**TASK BRIEF:**
Whenever a line of the entries below holds the string "junctions", copy that line and return it.

==== SUPPLIED RECORDS ====

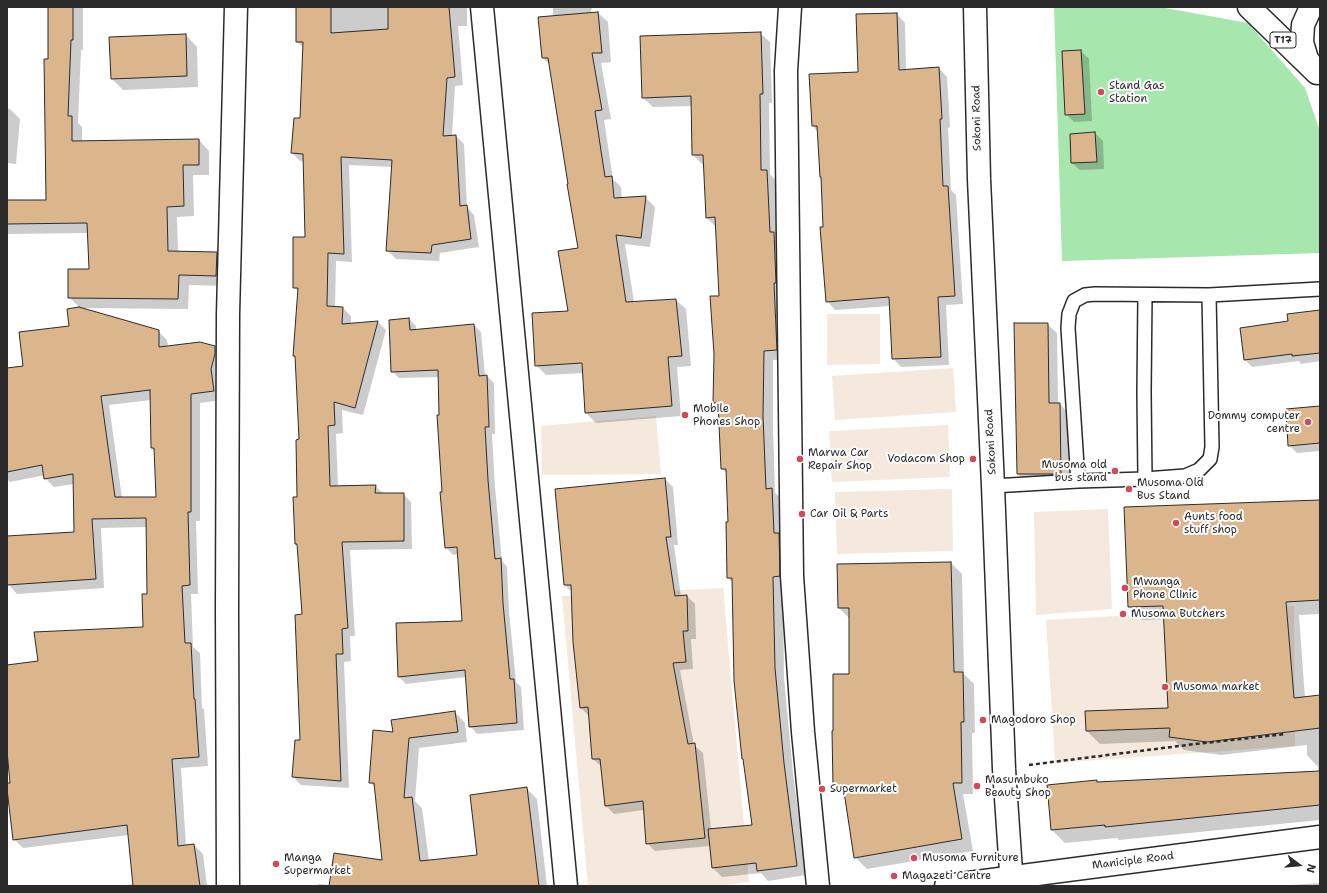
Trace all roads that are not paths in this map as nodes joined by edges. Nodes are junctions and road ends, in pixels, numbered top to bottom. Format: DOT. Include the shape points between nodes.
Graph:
graph roads {
  1 [pos="236,7"];
  2 [pos="482,7"];
  3 [pos="790,7"];
  4 [pos="975,7"];
  5 [pos="1249,7"];
  6 [pos="1311,7"];
  7 [pos="1318,74"];
  8 [pos="1320,288"];
  9 [pos="1145,295"];
  10 [pos="1209,295"];
  11 [pos="1145,479"];
  12 [pos="1078,481"];
  13 [pos="993,486"];
  14 [pos="1320,837"];
  15 [pos="1012,881"];
  16 [pos="228,886"];
  17 [pos="566,886"];
  18 [pos="818,886"];
  19 [pos="946,886"];
  1 -- 16 [label="street" via="228,314"];
  2 -- 17 [label="street"];
  3 -- 18 [label="street" via="786,71 792,576 803,732"];
  4 -- 13 [label="street, Sokoni Road" via="979,179"];
  5 -- 7 [label="street, T17"];
  6 -- 7 [label="street" via="1303,25 1302,42 1307,59"];
  8 -- 10 [label="lane"];
  9 -- 10 [label="lane"];
  9 -- 11 [label="lane"];
  9 -- 12 [label="lane" via="1085,295 1074,301 1069,314"];
  10 -- 11 [label="lane" via="1212,446 1210,459 1199,470 1185,476"];
  11 -- 12 [label="lane"];
  12 -- 13 [label="lane"];
  13 -- 15 [label="street, Sokoni Road" via="1004,769"];
  14 -- 15 [label="street, Maniciple Road"];
  15 -- 19 [label="street, Maniciple Road"];
}
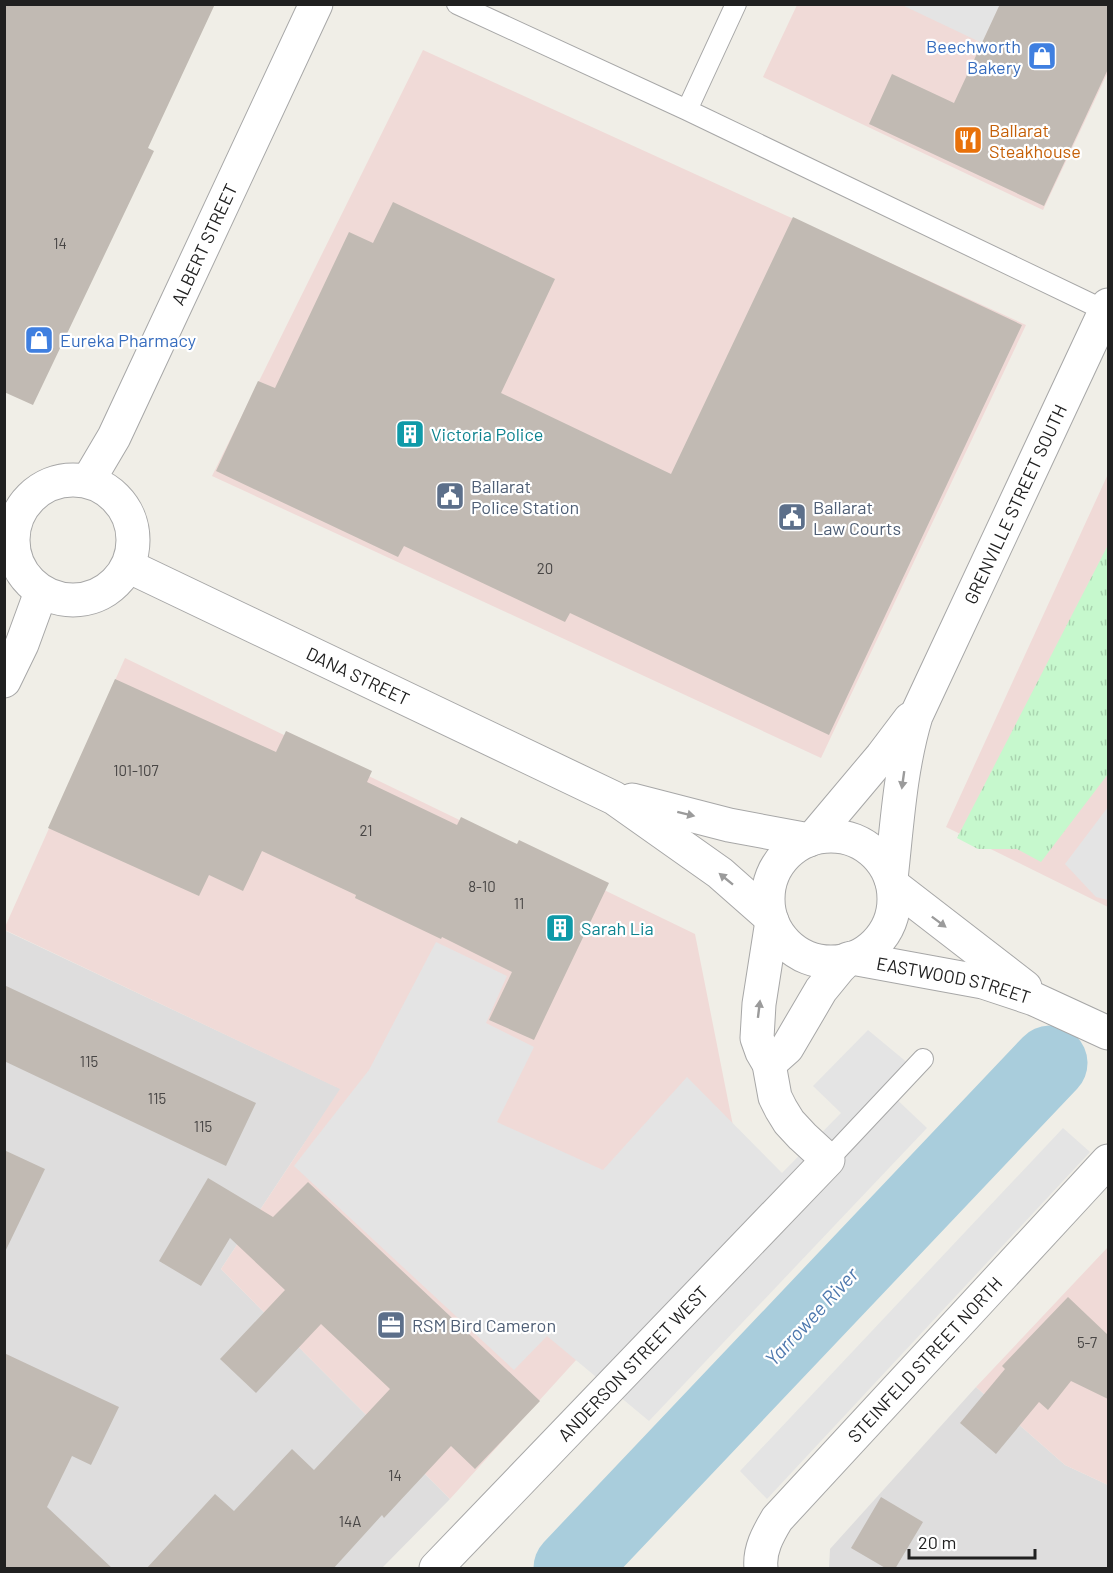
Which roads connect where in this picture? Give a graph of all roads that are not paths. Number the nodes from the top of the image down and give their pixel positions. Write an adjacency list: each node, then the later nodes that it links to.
1 (316, 4): 6 (street, ALBERT STREET)
2 (457, 4): 4 (lane)
3 (736, 4): 4 (lane)
4 (687, 110): 5 (lane)
5 (1107, 308): 11 (street, GRENVILLE STREET SOUTH)
6 (88, 481): 7 (street); 8 (street)
7 (11, 511): 9 (street)
8 (128, 566): 9 (street); 12 (street, DANA STREET)
9 (41, 592): 10 (street)
10 (4, 681)
11 (921, 703): 13 (street, GRENVILLE STREET SOUTH); 14 (street, GRENVILLE STREET SOUTH, one-way to 14)
12 (590, 785): 13 (street, DANA STREET, one-way to 13); 15 (street, DANA STREET, one-way to 12)
13 (811, 839): 14 (street); 15 (street)
14 (892, 882): 16 (street); 17 (street, EASTWOOD STREET, one-way to 17)
15 (771, 919): 16 (street); 20 (street, one-way to 15)
16 (850, 959): 17 (street, EASTWOOD STREET); 20 (street)
17 (1054, 1007): 18 (street, EASTWOOD STREET)
18 (1108, 1033)
19 (924, 1059): 21 (lane, ANDERSON STREET WEST)
20 (769, 1064): 21 (street)
21 (828, 1160): 23 (street, ANDERSON STREET WEST)
22 (1108, 1161): 24 (street, STEINFELD STREET NORTH)
23 (436, 1569)
24 (761, 1569)

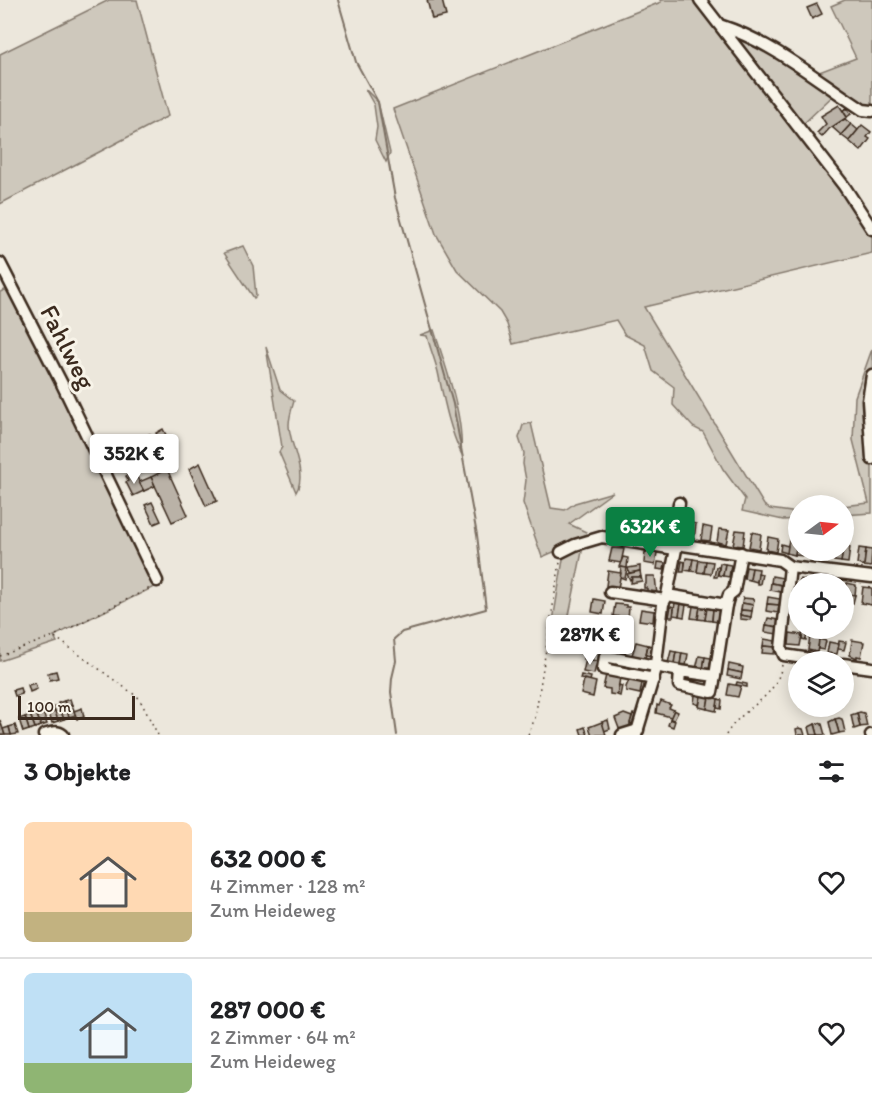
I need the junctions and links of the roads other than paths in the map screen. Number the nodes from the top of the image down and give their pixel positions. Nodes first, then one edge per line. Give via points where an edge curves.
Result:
1 (700, 0) edge
2 (721, 26) junction
3 (872, 111) edge
4 (872, 229) edge
5 (0, 263) edge
6 (872, 375) edge
7 (872, 459) edge
8 (679, 503) dead end
9 (676, 546) junction
10 (561, 552) road end
11 (741, 554) junction
12 (790, 567) junction
13 (872, 577) edge
14 (157, 581) road end
15 (610, 592) dead end
16 (666, 598) junction
17 (726, 604) junction
18 (788, 656) edge
19 (656, 665) junction
20 (854, 666) edge
21 (872, 668) edge
22 (680, 671) junction
23 (715, 676) junction
24 (654, 679) junction
25 (637, 732) edge
26 (61, 734) edge
27 (44, 735) edge
28 (622, 735) edge

1 - 2 street
2 - 3 street via 743,32 863,110
2 - 4 street
5 - 14 street, Fahlweg
6 - 7 street via 868,401
8 - 9 street
9 - 10 street via 602,537
9 - 11 street
9 - 16 street
11 - 12 street via 780,560
11 - 17 street via 734,591
12 - 13 street
12 - 18 street via 781,648
15 - 16 street
16 - 17 street
16 - 19 street
17 - 23 street
19 - 22 street
19 - 24 street
19 - 24 street via 605,656 603,669
20 - 21 street
22 - 23 street
22 - 23 street via 679,685 712,692
24 - 25 street
25 - 28 street
26 - 27 street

====

**ANSWER TO THIS EXERCISE:**
Trace all roads that are not paths in this map as nodes joined by edges. Nodes are junctions and road ends, in pixels, numbered top to bottom. Format: DOT. Include the shape points between nodes.
I need the junctions and links of the roads other than paths in the map screen. Number the nodes from the top of the image down and give their pixel positions. Nodes first, then one edge per line. Give via points where an edge curves.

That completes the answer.